Just das ist die Essenz, die ein alter ermüdeter Faun braucht, um
aufzuwachen und wieder voller Neugier auf die plätschernde Schönheit
dieser Welt zu blicken. Die Herrn Röhrig, Führmann und Bettinger
setzten die maskulinen Kontrapunkte zu dem verspielten Treiben, das doch
so viel Kunst, so viel Können in sich barg. Und wenn Frau Herzog
von ihrem wuchtigen Instrument doch oft völlig unverdient in die
Außenposition abgedrängt wird – hier konnte sie sich
mit einbringen und offenbarte, daß sie noch weitaus mehr kann, als
dem Piano die lieblichen und die schalkhaften Töne zu entlocken.

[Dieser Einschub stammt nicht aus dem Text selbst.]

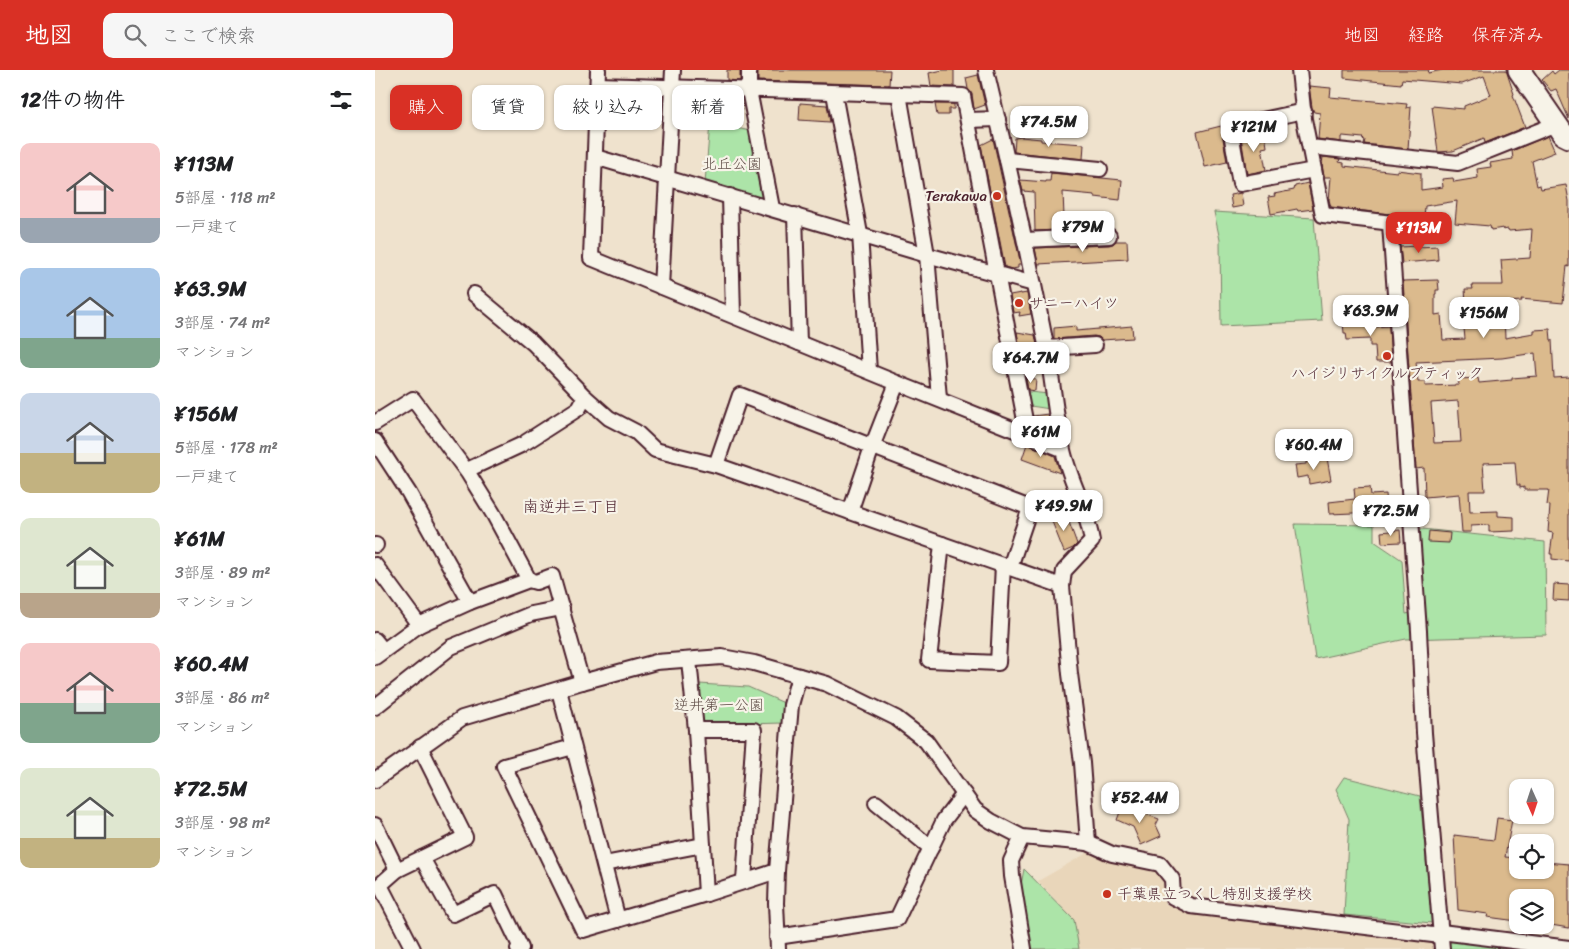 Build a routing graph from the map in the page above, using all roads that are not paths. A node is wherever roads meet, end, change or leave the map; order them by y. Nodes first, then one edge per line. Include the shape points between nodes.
1 (598, 70) edge
2 (673, 70) edge
3 (749, 70) edge
4 (986, 70) edge
5 (1299, 70) edge
6 (1519, 70) edge
7 (598, 85) edge
8 (672, 85) edge
9 (662, 87) edge
10 (672, 87) joint
11 (744, 90) edge
12 (749, 90) junction
13 (833, 93) junction
14 (899, 94) junction
15 (1304, 111) junction
16 (998, 119) junction
17 (968, 120) junction
18 (596, 130) edge
19 (1562, 131) edge
20 (1310, 147) junction
21 (595, 157) junction
22 (1007, 160) junction
23 (1100, 169) dead end
24 (1314, 170) junction
25 (666, 177) junction
26 (730, 196) junction
27 (773, 208) junction
28 (795, 215) junction
29 (1391, 224) junction
30 (1436, 228) dead end
31 (860, 234) junction
32 (1109, 236) dead end
33 (1025, 240) junction
34 (927, 255) junction
35 (997, 274) junction
36 (1034, 284) junction
37 (661, 287) junction
38 (474, 294) dead end
39 (733, 315) junction
40 (799, 343) junction
41 (1095, 345) dead end
42 (1047, 348) junction
43 (869, 371) junction
44 (897, 383) junction
45 (585, 397) junction
46 (939, 398) junction
47 (375, 423) edge
48 (1029, 436) junction
49 (375, 441) edge
50 (872, 447) junction
51 (1062, 449) junction
52 (716, 466) junction
53 (467, 470) junction
54 (850, 512) junction
55 (942, 544) junction
56 (375, 565) edge
57 (1007, 566) junction
58 (529, 580) junction
59 (1062, 586) junction
60 (470, 602) junction
61 (562, 608) junction
62 (419, 625) junction
63 (378, 649) edge
64 (689, 660) junction
65 (799, 676) junction
66 (582, 682) junction
67 (559, 690) junction
68 (375, 707) edge
69 (696, 730) junction
70 (573, 747) junction
71 (420, 748) junction
72 (375, 780) edge
73 (964, 794) junction
74 (876, 803) dead end
75 (375, 825) edge
76 (1022, 837) junction
77 (1088, 843) junction
78 (703, 845) junction
79 (931, 848) junction
80 (422, 858) junction
81 (604, 864) junction
82 (397, 870) junction
83 (777, 871) junction
84 (744, 881) junction
85 (706, 894) junction
86 (618, 920) junction
87 (1441, 939) edge
88 (777, 943) edge
89 (1569, 948) edge
90 (413, 949) edge
91 (518, 949) edge
92 (1024, 949) edge

1 - 7 street
2 - 8 street
3 - 12 street
4 - 16 street
5 - 15 street
6 - 19 main road
9 - 10 street
10 - 25 street
11 - 12 street
12 - 13 street
12 - 27 street
13 - 14 street
13 - 31 street
14 - 17 street via 963,96
14 - 34 street
15 - 20 street
15 - 24 street via 1229,126 1240,184
16 - 17 street
16 - 22 street
17 - 35 street
18 - 21 street
19 - 20 street via 1458,163
20 - 24 street
21 - 25 street
21 - 37 street via 591,258
22 - 23 street
22 - 33 street
24 - 29 street via 1323,215
25 - 26 street
25 - 37 street
26 - 27 street
26 - 39 street
27 - 28 street
28 - 31 street
28 - 40 street
29 - 30 street
29 - 87 street via 1424,733
31 - 34 street
31 - 43 street
32 - 33 street
33 - 36 street
34 - 35 street
34 - 46 street
35 - 36 street
35 - 48 street
36 - 42 street
37 - 39 street
38 - 45 street via 533,344
39 - 40 street
40 - 43 street
41 - 42 street
42 - 51 street
43 - 44 street
44 - 46 street
44 - 50 street
45 - 52 street via 609,418 636,432 655,450
45 - 53 street via 579,408 523,444
46 - 48 street
47 - 53 street via 413,399
48 - 51 street
49 - 60 street via 409,493
50 - 52 street via 740,395
50 - 54 street
50 - 57 street via 1030,508
51 - 59 street via 1092,540 1064,571
52 - 54 street
53 - 58 street
54 - 55 street
55 - 57 street
55 - 57 street via 929,660 998,663
56 - 62 street
57 - 59 street
58 - 60 street
58 - 61 street via 536,582 552,576
59 - 77 street
60 - 62 street
61 - 66 street
61 - 68 street via 531,614 451,647
62 - 63 street
64 - 65 street via 722,657
64 - 66 street via 656,662
64 - 69 street
65 - 73 street via 827,684 896,718 926,741
65 - 83 street via 791,705
66 - 67 street
67 - 70 street
67 - 71 street via 462,718
69 - 78 street
69 - 84 street via 754,730
70 - 81 street
70 - 86 street via 504,766 583,930
71 - 72 street
71 - 80 street via 465,837
73 - 76 street via 975,810
73 - 79 street via 944,820
74 - 79 street
75 - 82 street
76 - 77 street
76 - 92 street via 1011,868
77 - 87 street via 1112,854 1160,864 1171,879 1173,897 1191,906
78 - 81 street
78 - 85 street
79 - 88 street via 897,919
80 - 82 street
80 - 91 street via 453,914 495,894 521,948
81 - 86 street
82 - 90 street via 380,885
83 - 84 street
83 - 88 street
84 - 85 street
85 - 86 street
87 - 89 street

Schaurig geht es zu in den Texten der Couplets und das Publikum lacht
und klatscht und lacht und klatscht.
Meinen Notizzettel bemühe ich vergebens: Als ich schreiben wollte,
kullerten Tränen über die Wangen, der Bauch wackelte, die Hand
weigerte sich zu gehorchen. Dennoch, irgendwas kann ich entziffern: Wie
es den Mimen nur möglich ist, bei ihrem Vortrag selbst mit ernster
Mine – ein ganz klein wenig karikiert nur – dreinzublicken…

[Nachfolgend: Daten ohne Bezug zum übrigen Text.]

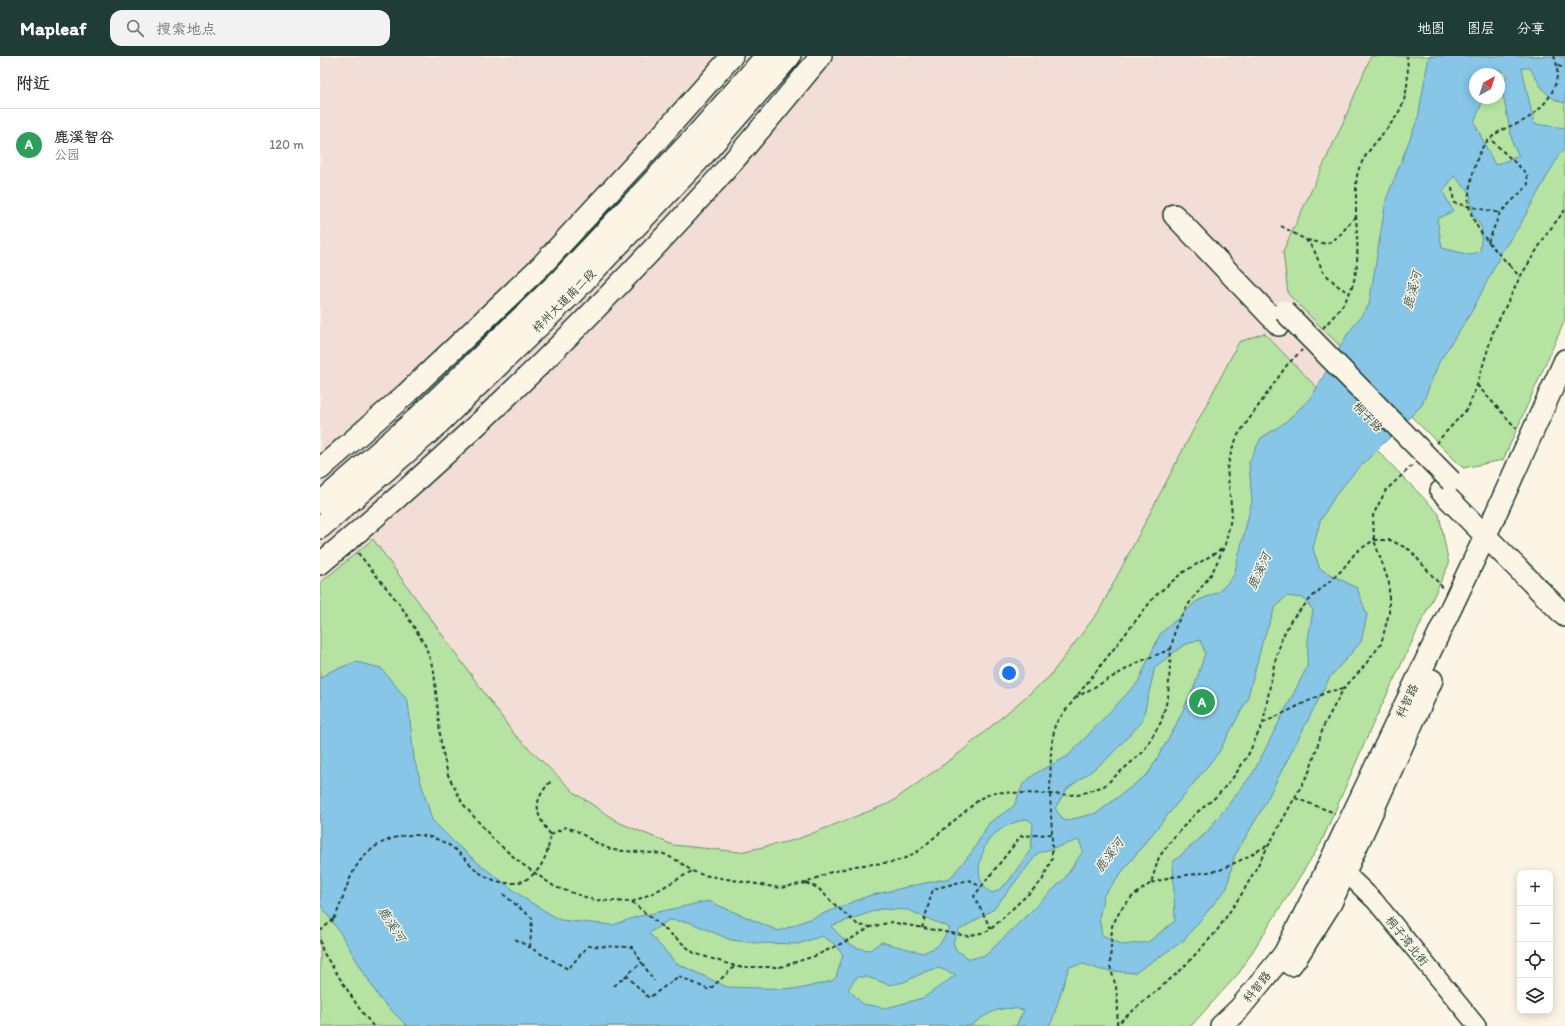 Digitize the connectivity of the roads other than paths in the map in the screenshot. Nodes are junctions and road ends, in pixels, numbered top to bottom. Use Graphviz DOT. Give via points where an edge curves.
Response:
graph roads {
  1 [pos="732,56"];
  2 [pos="821,56"];
  3 [pos="778,61"];
  4 [pos="713,184"];
  5 [pos="1179,210"];
  6 [pos="1565,360"];
  7 [pos="1565,390"];
  8 [pos="320,470"];
  9 [pos="320,503"];
  10 [pos="320,528"];
  11 [pos="1493,533"];
  12 [pos="320,564"];
  13 [pos="1565,596"];
  14 [pos="1565,616"];
  15 [pos="1337,868"];
  16 [pos="1221,1026"];
  17 [pos="1238,1026"];
  18 [pos="1477,1026"];
  1 -- 8 [label="main road" via="542,265 406,394"];
  2 -- 4 [label="main road"];
  3 -- 4 [label="main road"];
  3 -- 9 [label="main road, 梓州大道南二段" via="698,133 561,279 416,419"];
  3 -- 10 [label="main road, 梓州大道南二段" via="700,158 572,294 429,433"];
  4 -- 12 [label="main road" via="591,315 465,436"];
  5 -- 11 [label="main road, 桐子路, bridge" via="1281,318"];
  6 -- 11 [label="main road, 科智路" via="1528,442"];
  7 -- 11 [label="main road, 科智路"];
  11 -- 13 [label="main road, 桐子路"];
  11 -- 14 [label="main road, 桐子路"];
  11 -- 15 [label="main road, 科智路"];
  11 -- 15 [label="main road, 科智路" via="1454,601 1351,818"];
  15 -- 16 [label="main road, 科智路" via="1284,954 1239,1009"];
  15 -- 17 [label="main road, 科智路" via="1331,903 1297,957 1252,1014"];
  15 -- 18 [label="street, 桐子湾北街" via="1374,901"];
}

Wie diese Truppe das Publikum mitreißt und alle Sinne an den sechsen
kleben… Wie sie Akzente setzen gegen den alltäglichen immer
flacher werdenden „Humor“ aus den sogenannten TV-Sitcoms…Wie
es einfach nur schön ist, diesem kunstreichen Spiel zu folgen…

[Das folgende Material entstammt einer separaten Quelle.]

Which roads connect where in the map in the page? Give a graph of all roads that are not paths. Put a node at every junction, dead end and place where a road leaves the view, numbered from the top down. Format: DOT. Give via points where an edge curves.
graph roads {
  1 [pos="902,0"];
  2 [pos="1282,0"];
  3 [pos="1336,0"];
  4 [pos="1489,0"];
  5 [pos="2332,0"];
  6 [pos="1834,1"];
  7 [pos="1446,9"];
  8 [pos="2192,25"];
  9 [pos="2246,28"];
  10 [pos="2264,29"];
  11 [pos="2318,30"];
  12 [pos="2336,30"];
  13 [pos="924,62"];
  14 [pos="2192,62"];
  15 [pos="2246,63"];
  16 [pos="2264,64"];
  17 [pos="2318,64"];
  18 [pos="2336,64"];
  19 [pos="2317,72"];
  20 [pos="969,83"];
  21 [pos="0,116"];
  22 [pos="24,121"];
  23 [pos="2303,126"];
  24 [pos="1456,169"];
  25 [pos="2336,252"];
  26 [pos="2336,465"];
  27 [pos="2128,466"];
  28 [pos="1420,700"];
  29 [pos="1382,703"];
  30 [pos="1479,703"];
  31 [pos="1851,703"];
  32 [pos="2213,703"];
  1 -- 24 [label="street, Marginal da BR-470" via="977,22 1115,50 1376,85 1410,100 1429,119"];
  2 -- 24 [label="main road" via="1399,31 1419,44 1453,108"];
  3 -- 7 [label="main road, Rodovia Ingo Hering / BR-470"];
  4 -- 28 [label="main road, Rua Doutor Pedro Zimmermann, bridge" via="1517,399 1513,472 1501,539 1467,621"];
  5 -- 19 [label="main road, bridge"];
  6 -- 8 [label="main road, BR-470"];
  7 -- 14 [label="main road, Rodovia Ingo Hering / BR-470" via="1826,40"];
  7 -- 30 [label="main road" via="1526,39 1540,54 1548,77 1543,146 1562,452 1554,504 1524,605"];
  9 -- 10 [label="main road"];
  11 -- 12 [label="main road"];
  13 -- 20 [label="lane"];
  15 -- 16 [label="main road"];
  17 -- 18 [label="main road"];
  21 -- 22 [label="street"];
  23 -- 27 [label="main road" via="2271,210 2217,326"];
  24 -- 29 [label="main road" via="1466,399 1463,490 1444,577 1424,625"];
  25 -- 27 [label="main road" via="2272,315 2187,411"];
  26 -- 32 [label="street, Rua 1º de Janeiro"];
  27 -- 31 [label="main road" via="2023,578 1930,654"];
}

Ein paar Stunden vor der „Märkischen Leselust“ hatte
das heimische Kulturradio zu einer Matinee ins Altstädtische Rathaus
geladen. Junge Musici im Alter zwischen 13 und 18 Jahren von begnadetem
Talent brachten ihre Stücke zum Vortrag. Es war wirklich sehr beeindruckend.
Dennoch, den jungen Künstlern fehlte noch etwas: Anscheinend glaubten
sie allesamt, mit ihrer Profession einer tiefgreifenden Seriosität
verpflichtet zu sein und so standen sie denn vor ihren Zuhörern wie
eine Riege byzantinischer Ikonen, würdige Greise von 16 Jahren. Kein
Lächeln auf dem Gesicht… Im Brandenburger Theater aber sahen
wir dann Musenkinder, die nicht nur ihr Metier vollendet beherrschen sondern
auch die Kunst, wahrhaftig Glückseligkeit, Spaß und Freude
zu verbreiten.
Und so wollen wir uns denn mit einem dicken Kompliment bedanken: Würde
es heute den Fernsehapparat erwischen, wir würden es mit einem Achselzucken
registrieren und nichts missen – wir haben an einer Unterhaltung
teilgehabt, die uns kein Fernsehprogramm auch nur annähernd in gleicher
Qualität bieten könnte. Nicht vor uns, ihrem Publikum, müssen
sich solche Künstler am Ende der Vorstellung verneigen. Dem Ensemble
sei von unserer Seite ein formvollendeter Kratzfuß dediziert. Den
haben sie sich verdient.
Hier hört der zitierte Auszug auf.